By Brian Bohl
A Bush administration plan that would force colleges to use standardized tests to measure student aptitude was met with opposition.
The Commission on the Future of Higher Education, appointed in the fall by secretary of education Margaret Spellings, will create a report on the issue in August. Meanwhile, many University students and administrators feel a single, SAT-like test would not improve accountability or the quality of education.
“There is an over-testing problem in the country,” said University professor Maureen Milltta. “To think that we would extend it to higher education is ludicrous.”
Liora Schmelkin, the University’s vice provost for academic affairs, said Bush’s proposed plan was flawed because it is a “one-size-fits-all” approach to testing.
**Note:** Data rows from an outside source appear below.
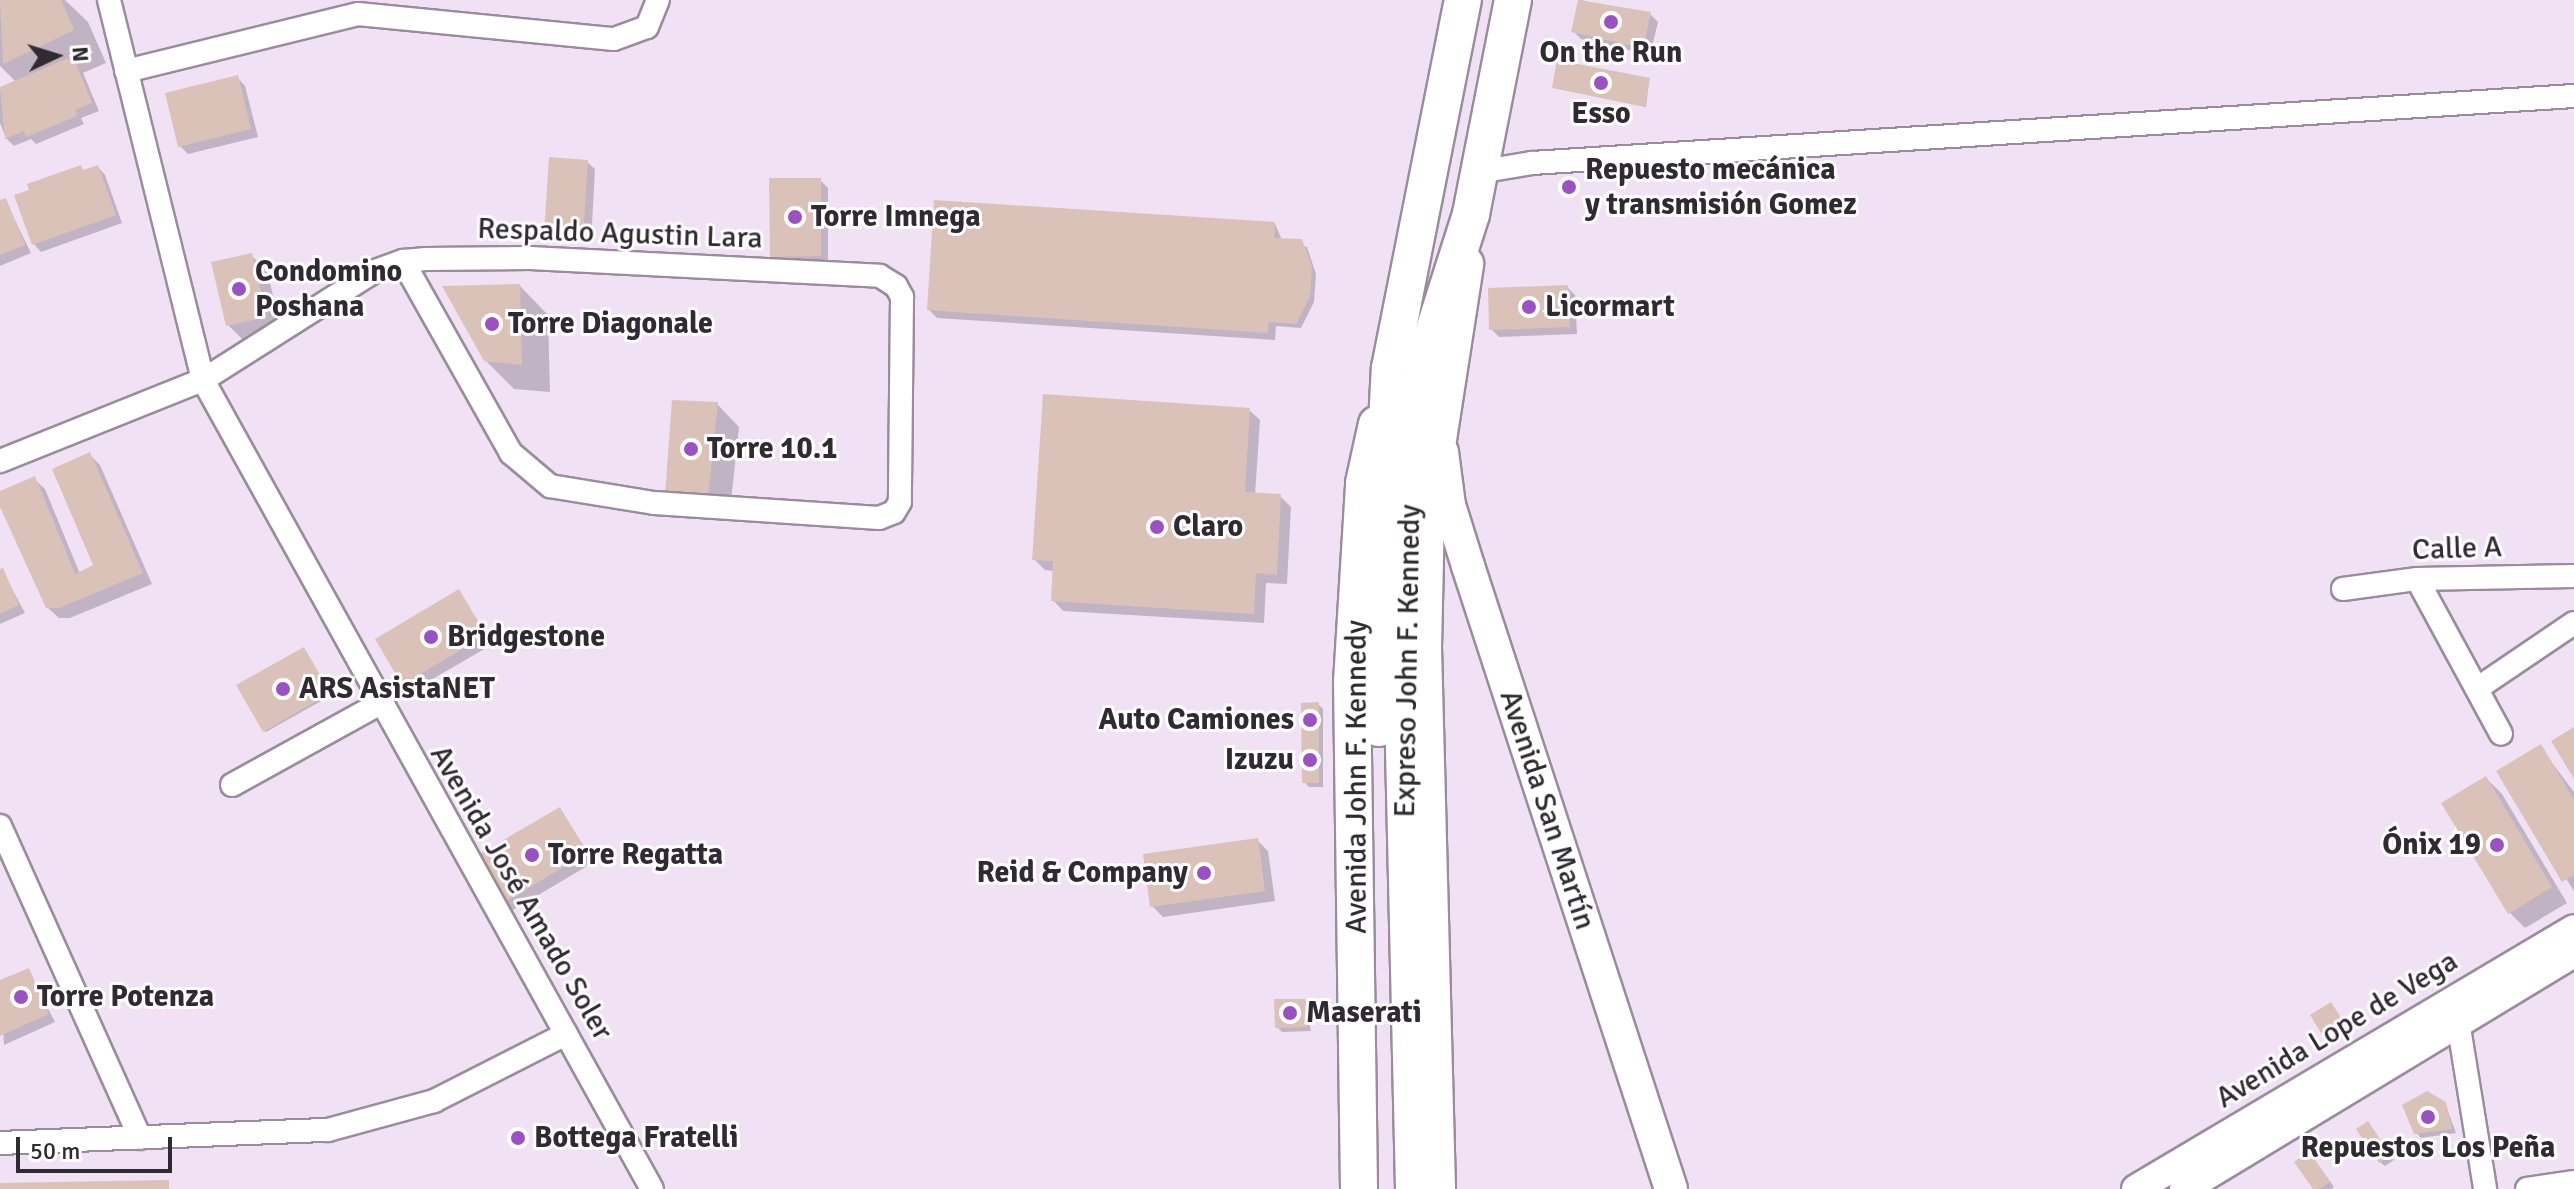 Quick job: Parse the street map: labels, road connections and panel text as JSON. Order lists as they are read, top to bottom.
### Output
{
  "streets": {
    "main road": ["Expreso John F. Kennedy", "Avenida John F. Kennedy", "Avenida San Martín"],
    "street": [
      "Respaldo Agustin Lara",
      "Calle A",
      "Avenida José Amado Soler",
      "Avenida Lope de Vega"
    ]
  },
  "crossings": [
    ["Expreso John F. Kennedy", "Avenida John F. Kennedy"]
  ],
  "places": [
    "On the Run",
    "Esso",
    "Repuesto mecánica y transmisión Gomez",
    "Torre Imnega",
    "Condomino Poshana",
    "Licormart",
    "Torre Diagonale",
    "Torre 10.1",
    "Claro",
    "Bridgestone",
    "ARS AsistaNET",
    "Auto Camiones",
    "Izuzu",
    "Ónix 19",
    "Torre Regatta",
    "Reid & Company",
    "Torre Potenza",
    "Maserati",
    "Repuestos Los Peña",
    "Bottega Fratelli"
  ],
  "scale_bar": "50 m",
  "north": "right"
}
“That won’t work,” Schmelkin said. “At the college level, not like the K-12 level, you have people in all different majors and different disciplines. So to think that one standardized test will serve everybody is not the solution.”
Should the commission suggest a testing program, the University could potentially feel pressure from the government even though it is a private college.
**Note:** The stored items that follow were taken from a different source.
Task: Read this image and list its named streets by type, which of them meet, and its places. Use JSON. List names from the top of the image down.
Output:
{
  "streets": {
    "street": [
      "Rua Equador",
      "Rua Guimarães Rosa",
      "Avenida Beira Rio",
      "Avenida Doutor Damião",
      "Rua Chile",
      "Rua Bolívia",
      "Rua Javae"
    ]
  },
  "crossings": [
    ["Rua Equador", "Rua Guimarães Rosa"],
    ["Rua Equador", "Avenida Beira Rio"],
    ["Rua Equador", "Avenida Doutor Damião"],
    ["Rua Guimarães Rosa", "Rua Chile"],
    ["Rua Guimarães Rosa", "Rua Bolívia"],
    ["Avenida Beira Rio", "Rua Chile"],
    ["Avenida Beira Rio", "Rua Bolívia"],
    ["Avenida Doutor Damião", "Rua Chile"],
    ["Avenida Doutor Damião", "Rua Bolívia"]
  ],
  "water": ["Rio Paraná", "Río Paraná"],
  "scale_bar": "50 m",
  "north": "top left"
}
Charles Miller, the former business executive who is chairman of the commission, told The New York Times earlier this month that federal grants and financial aid could be decreased or withheld entirely to ensure compliance.
“What we call public universities are under the most pressure,” Miller said. “How public are some of the private universities? They depend a lot on public funding, too.”
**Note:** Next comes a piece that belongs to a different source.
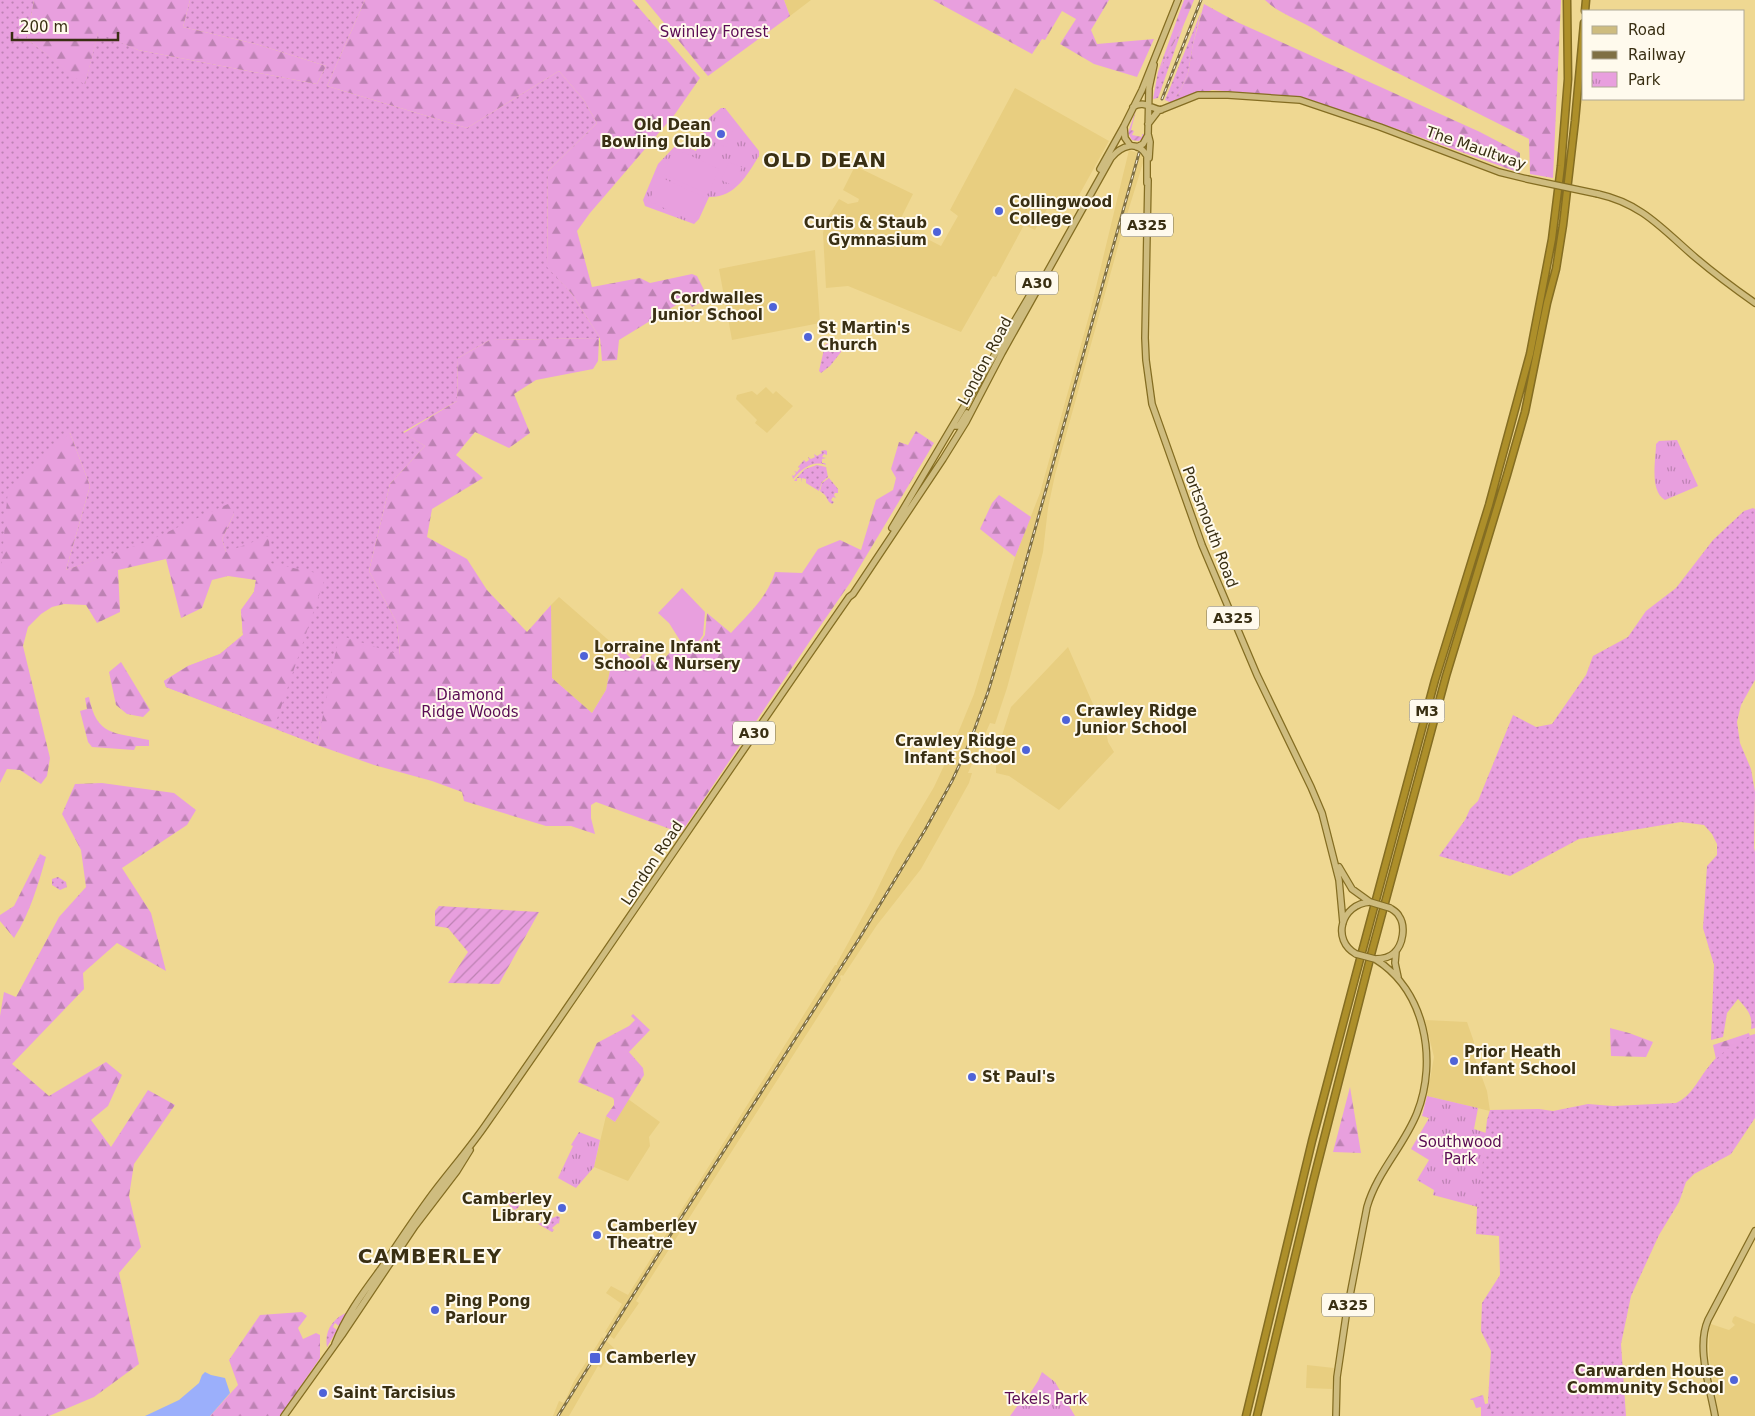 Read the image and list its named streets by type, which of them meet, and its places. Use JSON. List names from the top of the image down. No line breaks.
{"streets":{"highway":["M3"],"main road":["The Maultway","A325","A30","London Road","Portsmouth Road"]},"crossings":[["The Maultway","A30"],["A325","Portsmouth Road"],["A30","London Road"],["A30","Portsmouth Road"]],"districts":["OLD DEAN","CAMBERLEY"],"parks":["Swinley Forest","Diamond Ridge Woods","Southwood Park","Tekels Park"],"places":{"other":["Old Dean Bowling Club","Collingwood College","Curtis & Staub Gymnasium","Cordwalles Junior School","St Martin's Church","Lorraine Infant School & Nursery","Crawley Ridge Junior School","Crawley Ridge Infant School","Prior Heath Infant School","St Paul's","Camberley Library","Camberley Theatre","Ping Pong Parlour","Carwarden House Community School","Saint Tarcisius"],"transit":["Camberley"]},"legend":["Road","Railway","Park"],"scale_bar":"200 m"}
Many students echoed the sentiments of Schmelkin, saying that mandated tests would stifle creativity in the classroom and potentially discourage professors from teaching to their strengths.
“Mandating federal standardized testing would restrict the uniqueness of each institution and also constrain professors in their ability to direct curriculum,” Drew Bennett, a sophomore political science major, said. “The ability of higher education to teach specialized skills is one of the many great assets of the United States economy, and it would only serve as counter-productive and unnecessary government interference.”
Though the University does not plan to institute one single test to all students, there are certain majors that require students to take an exam before they can graduate.
The psychology and political science departments are two of the fields that require majors to take a comprehensive exam, according to Schmelkin. Law school and other graduate programs also have tests that are weighed heavily during the admissions process.
“Standardized testing is probably not something most universities look at as solutions,” she said. “But we really [feel] that each discipline needs to develop their own sense of outcomes assessment and how they measure how much their graduates have learned. That’s a different way of looking at it.”